May risking peace in Northern Ireland by refusing to take threat of no-deal off table: Labour
The Shadow Secretary of State has said Theresa May will be playing "fast and loose" with the peace process if she doesn't take a no-deal Brexit off the table.
Tony Lloyd told the Belfast Telegraph a hard Brexit "would be devastating for Northern Ireland's economy and would result in a hard border".
He said Labour was asking for the Prime Minister to think again over the issue.
"If the Prime Minister refuses to do so she will be playing fast and loose with the peace process," he said
"Theresa May has to prove that we aren't going back to her deal or no-deal - blackmail and stubbornness have to be taken off the agenda along with no-deal.
"Labour has consistently called for the Government to commit to a permanent UK-wide customs union and new single market relationship."
He was speaking yesterday as his party leader blasted as a "stunt" Mrs May's offer of cross-party talks over the stalemate at Westminster.
Jeremy Corbyn was applauded by Labour supporters for saying that a second referendum was still an option.
In front of a crowd of around 200 activists in Hastings, he said the Prime Minister had made no "serious attempt to engage with the new reality that is needed" to get a withdrawal agreement through Parliament. In a direct message to Mrs May, he said: "Take no-deal off the table now please, Prime Minister."
Mr Corbyn reiterated Labour's preference for a general election and a Brexit deal on its terms, including a permanent customs union, close links to the single market and protections for workers and the environment.
But, to applause from the floor, he added: "If the Government remains intransigent, if support for Labour's alternative is blocked for party advantage and the country is facing the potential disaster of no-deal, our duty will then be to look at other options which we set out in our confidence motion, including that of a public vote." However, taking questions after his speech, he left open the question of which side Labour would campaign on in a public vote.
"If a second referendum should take place, then obviously the party will decide what role we will play in that and what our view would be," he said.
Mr Corbyn is now the only Westminster party leader who has not had discussions with Mrs May, after she held out an olive branch in the Commons on Wednesday.

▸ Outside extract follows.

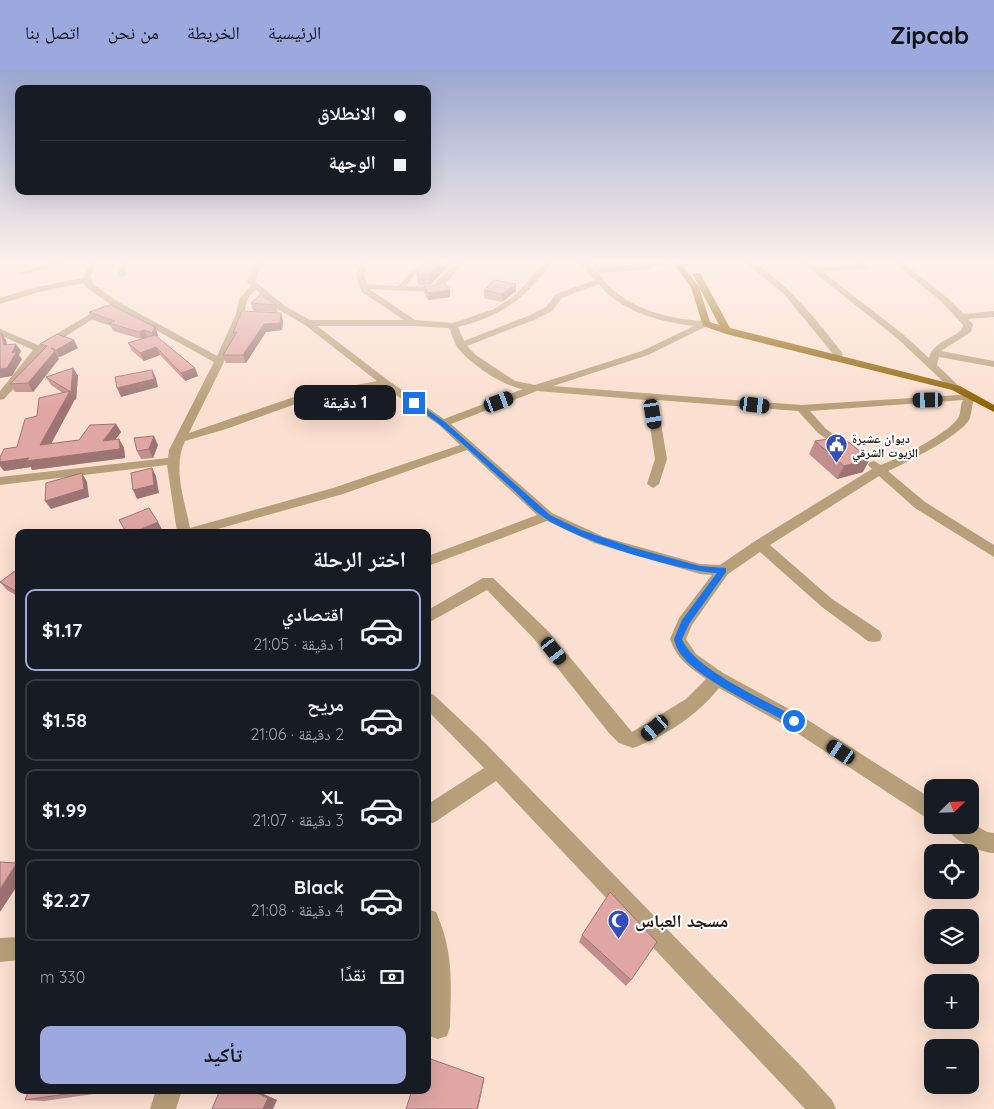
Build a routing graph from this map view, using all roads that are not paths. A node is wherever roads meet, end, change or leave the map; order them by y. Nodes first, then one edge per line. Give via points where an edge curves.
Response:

He claimed the offer of talks with party leaders was "simply a stunt, not the serious attempt to engage with the new reality that is needed".
Mr Corbyn added: "I say to the Prime Minister again: I am quite happy to talk but the starting point for any talks about Brexit must be that the threat of a disastrous no-deal outcome is ruled out, taken off the table, and we can talk about the future of the plans that we will put forward and the future relationship with Europe."

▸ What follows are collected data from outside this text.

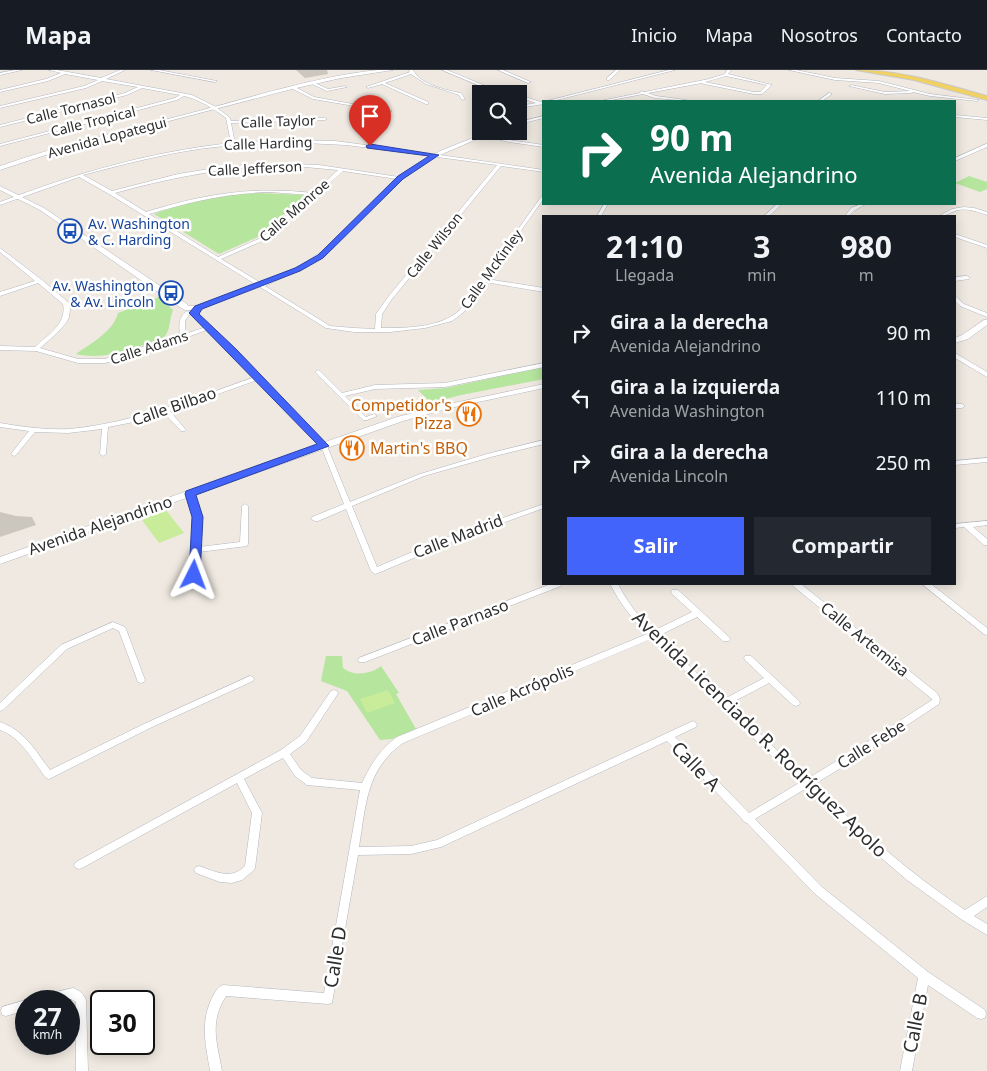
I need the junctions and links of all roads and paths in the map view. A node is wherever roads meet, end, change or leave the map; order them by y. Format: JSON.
{"nodes":[{"id":1,"x":20,"y":70,"type":"edge"},
{"id":2,"x":51,"y":70,"type":"edge"},
{"id":3,"x":123,"y":70,"type":"edge"},
{"id":4,"x":153,"y":70,"type":"edge"},
{"id":5,"x":390,"y":70,"type":"edge"},
{"id":6,"x":444,"y":70,"type":"edge"},
{"id":7,"x":500,"y":70,"type":"edge"},
{"id":8,"x":618,"y":70,"type":"edge"},
{"id":9,"x":673,"y":70,"type":"edge"},
{"id":10,"x":729,"y":70,"type":"edge"},
{"id":11,"x":791,"y":70,"type":"edge"},
{"id":12,"x":859,"y":70,"type":"edge"},
{"id":13,"x":889,"y":70,"type":"edge"},
{"id":14,"x":411,"y":72,"type":"edge"},
{"id":15,"x":64,"y":73,"type":"junction"},
{"id":16,"x":0,"y":74,"type":"edge"},
{"id":17,"x":726,"y":75,"type":"junction"},
{"id":18,"x":608,"y":79,"type":"dead end"},
{"id":19,"x":102,"y":80,"type":"junction"},
{"id":20,"x":215,"y":80,"type":"dead end"},
{"id":21,"x":529,"y":82,"type":"dead end"},
{"id":22,"x":702,"y":82,"type":"junction"},
{"id":23,"x":313,"y":83,"type":"junction"},
{"id":24,"x":382,"y":83,"type":"junction"},
{"id":25,"x":480,"y":85,"type":"edge"},
{"id":26,"x":851,"y":86,"type":"dead end"},
{"id":27,"x":141,"y":87,"type":"junction"},
{"id":28,"x":345,"y":87,"type":"dead end"},
{"id":29,"x":368,"y":87,"type":"dead end"},
{"id":30,"x":294,"y":88,"type":"junction"},
{"id":31,"x":0,"y":91,"type":"edge"},
{"id":32,"x":641,"y":92,"type":"junction"},
{"id":33,"x":915,"y":92,"type":"junction"},
{"id":34,"x":184,"y":94,"type":"junction"},
{"id":35,"x":830,"y":94,"type":"dead end"},
{"id":36,"x":987,"y":94,"type":"edge"},
{"id":37,"x":527,"y":98,"type":"edge"},
{"id":38,"x":987,"y":98,"type":"edge"},
{"id":39,"x":463,"y":99,"type":"dead end"},
{"id":40,"x":553,"y":100,"type":"edge"},
{"id":41,"x":606,"y":100,"type":"edge"},
{"id":42,"x":678,"y":100,"type":"edge"},
{"id":43,"x":821,"y":100,"type":"edge"},
{"id":44,"x":977,"y":100,"type":"dead end"},
{"id":45,"x":427,"y":103,"type":"dead end"},
{"id":46,"x":542,"y":103,"type":"edge"},
{"id":47,"x":527,"y":106,"type":"edge"},
{"id":48,"x":0,"y":107,"type":"edge"},
{"id":49,"x":215,"y":108,"type":"junction"},
{"id":50,"x":390,"y":111,"type":"dead end"},
{"id":51,"x":956,"y":116,"type":"edge"},
{"id":52,"x":542,"y":118,"type":"edge"},
{"id":53,"x":325,"y":119,"type":"dead end"},
{"id":54,"x":987,"y":119,"type":"edge"},
{"id":55,"x":534,"y":120,"type":"junction"},
{"id":56,"x":527,"y":121,"type":"edge"},
{"id":57,"x":230,"y":122,"type":"junction"},
{"id":58,"x":542,"y":122,"type":"edge"},
{"id":59,"x":0,"y":126,"type":"edge"},
{"id":60,"x":472,"y":140,"type":"edge"},
{"id":61,"x":505,"y":140,"type":"edge"},
{"id":62,"x":233,"y":143,"type":"junction"},
{"id":63,"x":0,"y":145,"type":"edge"},
{"id":64,"x":987,"y":145,"type":"edge"},
{"id":65,"x":542,"y":146,"type":"edge"},
{"id":66,"x":436,"y":155,"type":"junction"},
{"id":67,"x":956,"y":160,"type":"edge"},
{"id":68,"x":500,"y":164,"type":"junction"},
{"id":69,"x":0,"y":168,"type":"edge"},
{"id":70,"x":342,"y":169,"type":"junction"},
{"id":71,"x":542,"y":170,"type":"edge"},
{"id":72,"x":79,"y":175,"type":"junction"},
{"id":73,"x":400,"y":178,"type":"junction"},
{"id":74,"x":0,"y":188,"type":"edge"},
{"id":75,"x":111,"y":193,"type":"junction"},
{"id":76,"x":314,"y":194,"type":"junction"},
{"id":77,"x":19,"y":196,"type":"junction"},
{"id":78,"x":542,"y":197,"type":"edge"},
{"id":79,"x":0,"y":204,"type":"edge"},
{"id":80,"x":779,"y":205,"type":"edge"},
{"id":81,"x":862,"y":205,"type":"edge"},
{"id":82,"x":145,"y":214,"type":"junction"},
{"id":83,"x":987,"y":214,"type":"edge"},
{"id":84,"x":767,"y":215,"type":"edge"},
{"id":85,"x":848,"y":215,"type":"edge"},
{"id":86,"x":943,"y":215,"type":"edge"},
{"id":87,"x":956,"y":235,"type":"edge"},
{"id":88,"x":987,"y":247,"type":"edge"},
{"id":89,"x":0,"y":250,"type":"edge"},
{"id":90,"x":3,"y":256,"type":"edge"},
{"id":91,"x":217,"y":259,"type":"junction"},
{"id":92,"x":967,"y":278,"type":"dead end"},
{"id":93,"x":956,"y":279,"type":"edge"},
{"id":94,"x":484,"y":280,"type":"junction"},
{"id":95,"x":40,"y":281,"type":"junction"},
{"id":96,"x":258,"y":285,"type":"junction"},
{"id":97,"x":542,"y":290,"type":"edge"},
{"id":98,"x":0,"y":294,"type":"edge"},
{"id":99,"x":956,"y":299,"type":"edge"},
{"id":100,"x":191,"y":311,"type":"junction"},
{"id":101,"x":987,"y":315,"type":"edge"},
{"id":102,"x":987,"y":322,"type":"edge"},
{"id":103,"x":209,"y":328,"type":"junction"},
{"id":104,"x":378,"y":329,"type":"junction"},
{"id":105,"x":183,"y":337,"type":"junction"},
{"id":106,"x":956,"y":341,"type":"edge"},
{"id":107,"x":0,"y":348,"type":"edge"},
{"id":108,"x":36,"y":349,"type":"junction"},
{"id":109,"x":956,"y":356,"type":"edge"},
{"id":110,"x":542,"y":364,"type":"edge"},
{"id":111,"x":318,"y":372,"type":"dead end"},
{"id":112,"x":987,"y":375,"type":"edge"},
{"id":113,"x":258,"y":378,"type":"junction"},
{"id":114,"x":542,"y":386,"type":"edge"},
{"id":115,"x":341,"y":395,"type":"junction"},
{"id":116,"x":168,"y":412,"type":"junction"},
{"id":117,"x":374,"y":416,"type":"dead end"},
{"id":118,"x":0,"y":425,"type":"edge"},
{"id":119,"x":104,"y":427,"type":"junction"},
{"id":120,"x":33,"y":430,"type":"junction"},
{"id":121,"x":183,"y":430,"type":"dead end"},
{"id":122,"x":542,"y":443,"type":"edge"},
{"id":123,"x":324,"y":446,"type":"junction"},
{"id":124,"x":14,"y":454,"type":"dead end"},
{"id":125,"x":103,"y":454,"type":"dead end"},
{"id":126,"x":987,"y":460,"type":"edge"},
{"id":127,"x":956,"y":463,"type":"edge"},
{"id":128,"x":190,"y":494,"type":"junction"},
{"id":129,"x":245,"y":506,"type":"dead end"},
{"id":130,"x":348,"y":506,"type":"junction"},
{"id":131,"x":542,"y":507,"type":"edge"},
{"id":132,"x":315,"y":519,"type":"dead end"},
{"id":133,"x":987,"y":523,"type":"edge"},
{"id":134,"x":966,"y":525,"type":"junction"},
{"id":135,"x":956,"y":526,"type":"edge"},
{"id":136,"x":987,"y":543,"type":"edge"},
{"id":137,"x":196,"y":550,"type":"junction"},
{"id":138,"x":0,"y":561,"type":"edge"},
{"id":139,"x":194,"y":575,"type":"dead end"},
{"id":140,"x":555,"y":585,"type":"edge"},
{"id":141,"x":615,"y":585,"type":"edge"},
{"id":142,"x":797,"y":585,"type":"edge"},
{"id":143,"x":927,"y":585,"type":"edge"},
{"id":144,"x":675,"y":592,"type":"dead end"},
{"id":145,"x":698,"y":613,"type":"junction"},
{"id":146,"x":987,"y":632,"type":"edge"},
{"id":147,"x":654,"y":635,"type":"junction"},
{"id":148,"x":726,"y":639,"type":"dead end"},
{"id":149,"x":748,"y":658,"type":"dead end"},
{"id":150,"x":362,"y":660,"type":"dead end"},
{"id":151,"x":250,"y":678,"type":"dead end"},
{"id":152,"x":770,"y":679,"type":"junction"},
{"id":153,"x":141,"y":680,"type":"dead end"},
{"id":154,"x":334,"y":693,"type":"dead end"},
{"id":155,"x":934,"y":695,"type":"joint"},
{"id":156,"x":722,"y":703,"type":"junction"},
{"id":157,"x":796,"y":703,"type":"dead end"},
{"id":158,"x":0,"y":708,"type":"edge"},
{"id":159,"x":693,"y":725,"type":"dead end"},
{"id":160,"x":0,"y":726,"type":"edge"},
{"id":161,"x":669,"y":737,"type":"junction"},
{"id":162,"x":284,"y":753,"type":"junction"},
{"id":163,"x":239,"y":778,"type":"junction"},
{"id":164,"x":806,"y":784,"type":"junction"},
{"id":165,"x":365,"y":787,"type":"junction"},
{"id":166,"x":747,"y":819,"type":"junction"},
{"id":167,"x":353,"y":851,"type":"junction"},
{"id":168,"x":79,"y":865,"type":"dead end"},
{"id":169,"x":199,"y":870,"type":"dead end"},
{"id":170,"x":987,"y":901,"type":"edge"},
{"id":171,"x":965,"y":916,"type":"junction"},
{"id":172,"x":987,"y":930,"type":"edge"},
{"id":173,"x":924,"y":976,"type":"junction"},
{"id":174,"x":80,"y":999,"type":"edge"},
{"id":175,"x":15,"y":1008,"type":"edge"},
{"id":176,"x":6,"y":1011,"type":"dead end"},
{"id":177,"x":981,"y":1014,"type":"dead end"},
{"id":178,"x":82,"y":1071,"type":"edge"},
{"id":179,"x":216,"y":1071,"type":"edge"},
{"id":180,"x":906,"y":1071,"type":"edge"}],
"edges":[{"from":1,"to":16,"type":"street"},
{"from":2,"to":15,"type":"street"},
{"from":3,"to":19,"type":"street"},
{"from":4,"to":20,"type":"street"},
{"from":5,"to":23,"type":"street","name":"Avenida Lopategui"},
{"from":6,"to":25,"type":"street"},
{"from":7,"to":21,"type":"street"},
{"from":8,"to":18,"type":"street"},
{"from":9,"to":40,"type":"street"},
{"from":10,"to":17,"type":"street"},
{"from":11,"to":33,"type":"street"},
{"from":12,"to":38,"type":"main road"},
{"from":13,"to":36,"type":"main road"},
{"from":14,"to":24,"type":"street"},
{"from":14,"to":39,"type":"street"},
{"from":15,"to":19,"type":"street"},
{"from":15,"to":31,"type":"street"},
{"from":17,"to":22,"type":"street"},
{"from":17,"to":22,"type":"street"},
{"from":19,"to":27,"type":"street"},
{"from":19,"to":48,"type":"street"},
{"from":22,"to":32,"type":"street"},
{"from":23,"to":28,"type":"street"},
{"from":23,"to":30,"type":"street","name":"Avenida Lopategui"},
{"from":24,"to":29,"type":"street"},
{"from":24,"to":45,"type":"street"},
{"from":26,"to":33,"type":"street"},
{"from":27,"to":34,"type":"street"},
{"from":27,"to":59,"type":"street","name":"Calle Tornasol"},
{"from":30,"to":49,"type":"street","name":"Avenida Lopategui"},
{"from":30,"to":50,"type":"street"},
{"from":32,"to":41,"type":"street"},
{"from":32,"to":42,"type":"street"},
{"from":33,"to":44,"type":"street"},
{"from":34,"to":49,"type":"street"},
{"from":34,"to":63,"type":"street","name":"Calle Tropical"},
{"from":35,"to":43,"type":"street"},
{"from":37,"to":46,"type":"street"},
{"from":46,"to":47,"type":"street"},
{"from":49,"to":57,"type":"street"},
{"from":49,"to":69,"type":"street","name":"Avenida Lopategui"},
{"from":51,"to":54,"type":"street"},
{"from":52,"to":55,"type":"street"},
{"from":53,"to":57,"type":"street","name":"Calle Taylor"},
{"from":55,"to":56,"type":"street"},
{"from":55,"to":58,"type":"street"},
{"from":57,"to":62,"type":"street"},
{"from":60,"to":66,"type":"street"},
{"from":61,"to":65,"type":"street"},
{"from":62,"to":66,"type":"street","name":"Calle Harding"},
{"from":62,"to":72,"type":"street","name":"Calle Harding"},
{"from":64,"to":67,"type":"street"},
{"from":66,"to":68,"type":"street","name":"Calle Harding"},
{"from":66,"to":73,"type":"street"},
{"from":68,"to":71,"type":"street","name":"Calle Harding"},
{"from":68,"to":104,"type":"street","name":"Calle Wilson"},
{"from":70,"to":73,"type":"street","name":"Calle Jefferson"},
{"from":70,"to":75,"type":"street","name":"Calle Jefferson"},
{"from":70,"to":76,"type":"street","name":"Calle Monroe"},
{"from":72,"to":75,"type":"street","name":"Calle McKinley"},
{"from":72,"to":77,"type":"street","name":"Calle Harding"},
{"from":73,"to":96,"type":"street"},
{"from":74,"to":77,"type":"street"},
{"from":75,"to":82,"type":"street","name":"Calle McKinley"},
{"from":76,"to":82,"type":"street"},
{"from":76,"to":91,"type":"street","name":"Calle Monroe"},
{"from":77,"to":79,"type":"street","name":"Calle Harding"},
{"from":77,"to":100,"type":"street"},
{"from":78,"to":94,"type":"street","name":"Calle McKinley"},
{"from":80,"to":84,"type":"street"},
{"from":81,"to":85,"type":"street"},
{"from":82,"to":91,"type":"street","name":"Calle McKinley"},
{"from":83,"to":86,"type":"street"},
{"from":87,"to":88,"type":"street"},
{"from":89,"to":90,"type":"street"},
{"from":90,"to":95,"type":"street"},
{"from":91,"to":96,"type":"street","name":"Calle McKinley"},
{"from":92,"to":93,"type":"street"},
{"from":94,"to":97,"type":"street"},
{"from":94,"to":104,"type":"street","name":"Calle McKinley"},
{"from":95,"to":98,"type":"street"},
{"from":95,"to":108,"type":"street"},
{"from":96,"to":100,"type":"street"},
{"from":96,"to":104,"type":"street","name":"Calle McKinley"},
{"from":99,"to":101,"type":"street"},
{"from":100,"to":103,"type":"street"},
{"from":100,"to":105,"type":"street"},
{"from":102,"to":106,"type":"street"},
{"from":103,"to":105,"type":"street","name":"Calle Adams"},
{"from":103,"to":113,"type":"street"},
{"from":105,"to":108,"type":"street","name":"Calle Adams"},
{"from":107,"to":108,"type":"street","name":"Calle Adams"},
{"from":109,"to":112,"type":"street"},
{"from":110,"to":115,"type":"street"},
{"from":111,"to":115,"type":"street"},
{"from":113,"to":116,"type":"street","name":"Calle Bilbao"},
{"from":113,"to":123,"type":"street"},
{"from":114,"to":123,"type":"street","name":"Avenida Alejandrino"},
{"from":115,"to":117,"type":"street"},
{"from":116,"to":119,"type":"street","name":"Calle Bilbao"},
{"from":116,"to":121,"type":"street"},
{"from":118,"to":120,"type":"street","name":"Calle Bilbao"},
{"from":119,"to":120,"type":"street","name":"Calle Bilbao"},
{"from":119,"to":125,"type":"street"},
{"from":120,"to":124,"type":"street"},
{"from":122,"to":130,"type":"street"},
{"from":123,"to":128,"type":"street","name":"Avenida Alejandrino"},
{"from":123,"to":130,"type":"street"},
{"from":126,"to":127,"type":"street"},
{"from":128,"to":137,"type":"street"},
{"from":128,"to":138,"type":"street","name":"Avenida Alejandrino"},
{"from":129,"to":137,"type":"street"},
{"from":130,"to":131,"type":"street","name":"Calle Madrid"},
{"from":130,"to":132,"type":"street"},
{"from":133,"to":134,"type":"street"},
{"from":134,"to":135,"type":"street"},
{"from":134,"to":136,"type":"street"},
{"from":137,"to":139,"type":"street"},
{"from":140,"to":150,"type":"street","name":"Calle Parnaso"},
{"from":141,"to":147,"type":"street","name":"Avenida Licenciado R. Rodríguez Apolo"},
{"from":142,"to":155,"type":"street","name":"Calle Artemisa"},
{"from":143,"to":146,"type":"street"},
{"from":144,"to":145,"type":"street"},
{"from":145,"to":147,"type":"street","name":"Calle Acrópolis"},
{"from":145,"to":148,"type":"street"},
{"from":147,"to":156,"type":"street","name":"Avenida Licenciado R. Rodríguez Apolo"},
{"from":147,"to":165,"type":"street","name":"Calle Acrópolis"},
{"from":149,"to":152,"type":"street"},
{"from":151,"to":160,"type":"street"},
{"from":152,"to":156,"type":"street"},
{"from":152,"to":157,"type":"street"},
{"from":153,"to":158,"type":"street"},
{"from":154,"to":162,"type":"street"},
{"from":155,"to":164,"type":"street","name":"Calle Febe"},
{"from":156,"to":164,"type":"street","name":"Avenida Licenciado R. Rodríguez Apolo"},
{"from":159,"to":161,"type":"street"},
{"from":161,"to":166,"type":"street","name":"Calle A"},
{"from":161,"to":167,"type":"street","name":"Calle A"},
{"from":162,"to":163,"type":"street"},
{"from":162,"to":165,"type":"street"},
{"from":163,"to":168,"type":"street"},
{"from":163,"to":169,"type":"street"},
{"from":164,"to":166,"type":"street","name":"Calle Febe"},
{"from":164,"to":171,"type":"street","name":"Avenida Licenciado R. Rodríguez Apolo"},
{"from":165,"to":167,"type":"street","name":"Calle D"},
{"from":166,"to":173,"type":"street","name":"Calle A"},
{"from":167,"to":179,"type":"street","name":"Calle D"},
{"from":170,"to":171,"type":"street"},
{"from":171,"to":172,"type":"street","name":"Avenida Licenciado R. Rodríguez Apolo"},
{"from":173,"to":177,"type":"street","name":"Calle A"},
{"from":173,"to":180,"type":"street","name":"Calle B"},
{"from":174,"to":178,"type":"street"},
{"from":175,"to":176,"type":"street"}]}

He has urged his MPs not to "engage" with the Government over a Brexit deal after at least three prominent backbenchers took up an offer of talks with ministers.
The Labour leader sent a letter to members of the parliamentary party after Hilary Benn, Yvette Cooper and John Mann all visited the Cabinet Office in Whitehall yesterday.
A backbench Labour critic of Mr Corbyn, East London MP Mike Gapes, tweeted: "Apparently Corbyn is prepared to hold talks with Hamas, Hezbollah, Assad and Iran without preconditions. But not with the UK Prime Minister. Why?"